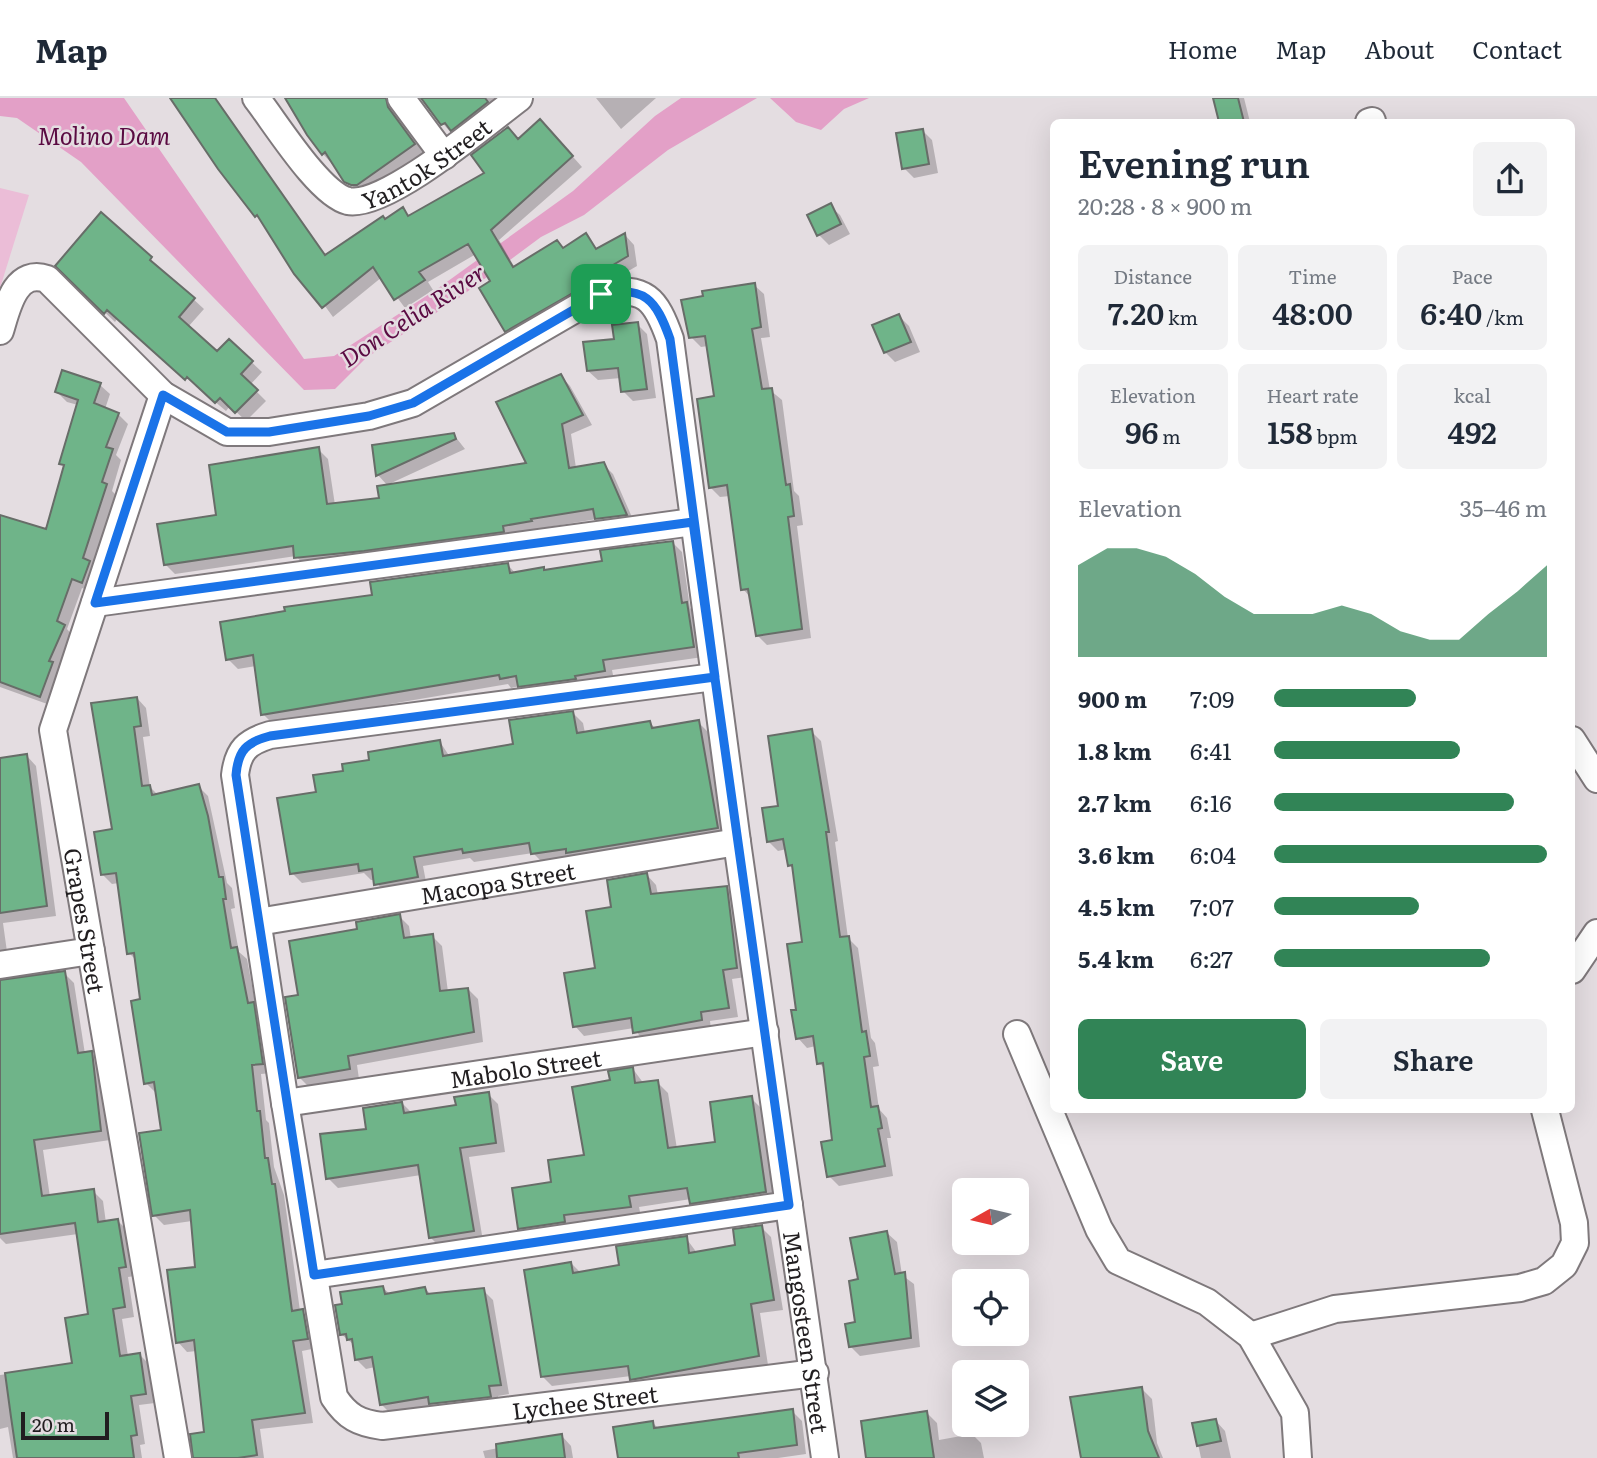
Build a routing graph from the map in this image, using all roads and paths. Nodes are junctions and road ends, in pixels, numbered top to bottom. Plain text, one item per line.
1 (256, 98) edge
2 (401, 98) edge
3 (519, 98) edge
4 (444, 156) junction
5 (0, 331) edge
6 (163, 395) junction
7 (693, 522) junction
8 (95, 603) junction
9 (715, 677) junction
10 (1575, 745) edge
11 (1597, 779) edge
12 (737, 842) junction
13 (258, 922) junction
14 (1597, 933) edge
15 (91, 951) junction
16 (0, 965) edge
17 (1575, 966) edge
18 (765, 1032) junction
19 (1017, 1034) dead end
20 (285, 1103) junction
21 (1050, 1112) edge
22 (1050, 1113) edge
23 (1546, 1113) edge
24 (789, 1205) junction
25 (314, 1275) junction
26 (1251, 1336) junction
27 (815, 1373) junction
28 (178, 1458) edge
29 (825, 1458) edge
30 (1298, 1458) edge

1 - 4 street, Yantok Street
2 - 4 street
3 - 4 street, Yantok Street
5 - 6 street
6 - 7 street, Mangosteen Street
6 - 8 street, Grapes Street
7 - 8 street
7 - 9 street, Mangosteen Street
8 - 15 street, Grapes Street
9 - 12 street, Mangosteen Street
9 - 13 street
10 - 11 street
12 - 13 street, Macopa Street
12 - 18 street, Mangosteen Street
13 - 20 street
14 - 17 street
15 - 16 street
15 - 28 street, Grapes Street
18 - 20 street, Mabolo Street
18 - 24 street, Mangosteen Street
19 - 21 street
20 - 25 street
22 - 26 street
23 - 26 street
24 - 25 street
24 - 27 street, Mangosteen Street
25 - 27 street, Lychee Street
26 - 30 street
27 - 29 street, Mangosteen Street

[Activity]:
In the data above, how many lines contain the word "Grapes"? Only the number is wanted.

[Solution to this problem]:
3